Aude Billard is Professor and head of the LASA Laboratory at the School of Engineering at the Swiss Federal Institute of Technology in Lausanne (EPFL). Prior to this, she was Research Assistant Professor at the Department of Computer Sciences at the University of Southern California, where she retains an adjunct faculty position to this day. Aude Billard received a B.Sc. (1994) and M.Sc. (1995) in Physics from EPFL, with specialization in Particle Physics at the European Center for Nuclear Research (CERN), an M.Sc. in Knowledge based Systems (1996) and a Ph.D. in Artificial Intelligence (1998) from the Department of Artificial Intelligence at the University of Edinburgh. Her research interests focus on machine learning tools to support robot learning through human guidance. This extends also to research on complementary topics, including machine vision and its use in human-robot interaction and computational neuroscience to develop models of learning in humans.
Georgia is a Full Professor for Interactive Robot Perception & Learning at the Computer Science Department of the Technical University of Darmstadt and Hessian.AI. She is the recipient of the renowned Emmy Noether (EN) grant of the German Research Foundation (DFG) for her project iROSA (2021-2027) and has been awarded an ERC Starting Grant in 2024 for her research project SIREN (to start in 2025). Her research span embodied AI, lifelong robot learning, mobile manipulation, and safe human-in-the-loop learning.
Chuchu Fan is an Associate Professor (pre-tenure) in the Department of Aeronautics and Astronautics (AeroAstro) and Laboratory for Information and Decision Systems (LIDS) at MIT. Before that, she was a postdoc researcher at Caltech and got her Ph.D. at the University of Illinois at Urbana-Champaign. She earned her bachelor’s degree from Tsinghua University. Her research group, Realm at MIT, works on using rigorous mathematics, including formal methods, machine learning, and control theory, for the design, analysis, and verification of safe autonomous systems. Chuchu is the recipient of an NSF CAREER Award, an AFOSR Young Investigator Program (YIP) Award, and the 2020 ACM Doctoral Dissertation Award.

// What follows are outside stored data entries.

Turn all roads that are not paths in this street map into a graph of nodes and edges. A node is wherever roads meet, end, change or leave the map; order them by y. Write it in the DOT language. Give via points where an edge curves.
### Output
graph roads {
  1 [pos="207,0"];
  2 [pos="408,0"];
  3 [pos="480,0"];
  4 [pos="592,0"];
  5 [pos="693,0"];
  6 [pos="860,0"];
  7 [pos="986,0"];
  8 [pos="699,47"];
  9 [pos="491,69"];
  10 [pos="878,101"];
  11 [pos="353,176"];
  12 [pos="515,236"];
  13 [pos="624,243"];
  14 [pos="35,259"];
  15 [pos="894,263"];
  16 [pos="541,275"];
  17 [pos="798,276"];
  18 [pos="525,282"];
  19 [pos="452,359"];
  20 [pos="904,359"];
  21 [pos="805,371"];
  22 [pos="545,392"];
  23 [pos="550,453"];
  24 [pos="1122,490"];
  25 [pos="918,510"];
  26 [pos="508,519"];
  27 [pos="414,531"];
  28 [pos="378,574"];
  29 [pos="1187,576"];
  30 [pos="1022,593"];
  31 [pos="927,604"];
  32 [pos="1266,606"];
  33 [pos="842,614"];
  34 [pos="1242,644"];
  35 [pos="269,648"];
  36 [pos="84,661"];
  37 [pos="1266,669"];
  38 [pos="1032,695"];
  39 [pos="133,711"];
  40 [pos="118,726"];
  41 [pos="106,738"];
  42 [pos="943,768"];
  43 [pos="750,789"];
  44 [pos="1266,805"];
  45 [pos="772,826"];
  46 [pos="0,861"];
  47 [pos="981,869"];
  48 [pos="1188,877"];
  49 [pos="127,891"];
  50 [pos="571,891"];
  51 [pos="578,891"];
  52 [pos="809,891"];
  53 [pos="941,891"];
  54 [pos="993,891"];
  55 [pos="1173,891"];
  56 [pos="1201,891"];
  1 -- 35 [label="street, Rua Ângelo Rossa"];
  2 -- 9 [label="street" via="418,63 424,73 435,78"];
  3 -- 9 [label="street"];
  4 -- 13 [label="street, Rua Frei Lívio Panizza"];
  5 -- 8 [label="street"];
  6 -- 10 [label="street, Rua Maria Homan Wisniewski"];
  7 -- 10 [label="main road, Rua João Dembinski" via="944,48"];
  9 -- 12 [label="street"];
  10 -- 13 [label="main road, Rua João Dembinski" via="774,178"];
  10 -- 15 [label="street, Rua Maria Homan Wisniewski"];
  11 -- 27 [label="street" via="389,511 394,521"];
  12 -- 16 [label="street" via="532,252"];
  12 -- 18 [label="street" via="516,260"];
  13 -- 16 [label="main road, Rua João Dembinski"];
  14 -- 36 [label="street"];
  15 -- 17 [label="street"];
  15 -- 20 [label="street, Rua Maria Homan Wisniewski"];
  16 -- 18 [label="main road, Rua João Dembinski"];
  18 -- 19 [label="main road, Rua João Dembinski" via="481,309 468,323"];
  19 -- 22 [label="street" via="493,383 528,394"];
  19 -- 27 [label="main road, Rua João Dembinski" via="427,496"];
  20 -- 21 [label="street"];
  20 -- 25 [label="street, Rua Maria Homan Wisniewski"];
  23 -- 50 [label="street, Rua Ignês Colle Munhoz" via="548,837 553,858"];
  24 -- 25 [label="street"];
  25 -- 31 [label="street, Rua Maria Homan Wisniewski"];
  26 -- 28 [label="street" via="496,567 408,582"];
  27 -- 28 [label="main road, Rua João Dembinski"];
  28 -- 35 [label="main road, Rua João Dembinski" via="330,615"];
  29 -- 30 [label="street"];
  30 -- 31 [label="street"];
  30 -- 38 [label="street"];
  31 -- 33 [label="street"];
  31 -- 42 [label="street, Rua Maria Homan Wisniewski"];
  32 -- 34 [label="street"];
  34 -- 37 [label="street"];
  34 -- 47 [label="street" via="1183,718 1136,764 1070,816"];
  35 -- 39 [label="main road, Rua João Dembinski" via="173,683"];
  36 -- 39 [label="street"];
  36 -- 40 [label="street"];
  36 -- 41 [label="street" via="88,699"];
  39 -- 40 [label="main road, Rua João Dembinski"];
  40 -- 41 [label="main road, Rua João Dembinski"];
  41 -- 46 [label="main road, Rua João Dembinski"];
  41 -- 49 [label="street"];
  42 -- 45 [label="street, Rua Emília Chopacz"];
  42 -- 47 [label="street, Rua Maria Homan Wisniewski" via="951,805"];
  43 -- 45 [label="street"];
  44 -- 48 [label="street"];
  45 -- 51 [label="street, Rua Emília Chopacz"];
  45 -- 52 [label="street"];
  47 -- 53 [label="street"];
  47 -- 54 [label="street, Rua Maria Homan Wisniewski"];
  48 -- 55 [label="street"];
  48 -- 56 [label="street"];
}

Yunzhu Li an Assistant Professor of Computer Science at Columbia University. Before joining Columbia, He was an Assistant Professor at UIUC CS. He also spent time as a Postdoc at the Stanford Vision and Learning Lab (SVL), working with Fei-Fei Li and Jiajun Wu. He received my PhD from the Computer Science and Artificial Intelligence Laboratory (CSAIL) at MIT, where he was advised by Antonio Torralba and Russ Tedrake, and he obtained my bachelor's degree from Peking University. His work stands at the intersection of robotics, computer vision, and machine learning, with the goal of helping robots perceive and interact with the physical world as dexterously and effectively as humans do. Yunzhu received the Adobe Research Fellowship and was selected as the First Place Recipient of the Ernst A. Guillemin Master's Thesis Award in Artificial Intelligence and Decision Making at MIT. His research has been published in top journals and conferences, including Nature, NeurIPS, CVPR, and RSS, and featured by major media outlets, including CNN, BBC, The Wall Street Journal, Forbes, The Economist, and MIT Technology Review. He received a B.S. Degree from Peking University and has also spent time at the NVIDIA Robotics Research Lab.
Professor Murphey's research focuses on computational methods in robot active learning, human-machine systems, and emergent phenomena, with applications in neuroscience, health science, robotics, materials science, and machine learning in physical environments. Example applications include assistive exoskeleton control, bio-inspired active sensing, robotic exploration, and software-enabled stroke rehabilitation.
Michael Posa is an Assistant Professor in Mechanical Engineering and Applied Mechanics (MEAM) at the University of Pennsylvania, with secondary appointments in Electrical and Systems Engineering (ESE) and Computer and Information Science (CIS). He leads the Dynamic Autonomy and Intelligent Robotics (DAIR) lab, a group within the Penn GRASP laboratory. His group focuses on developing algorithms to enable robots to operate both dynamically and safely as they interact with their environments. Michael received his Ph.D. in Electrical Engineering and Computer Science from MIT in 2017 and received his B.S. in Mechanical Engineering from Stanford University in 2007. Before his doctoral studies, he worked as an engineer at Vecna Robotics. He received the NSF CAREER Award in 2023, the RSS Early Career Spotlight in 2023, a Google Faculty Research Award, and a Young Faculty Researcher Award from the Toyota Research Institute. His work has also received awards recognition at TRO, ICRA, RSS, Humanoids, and HSCC.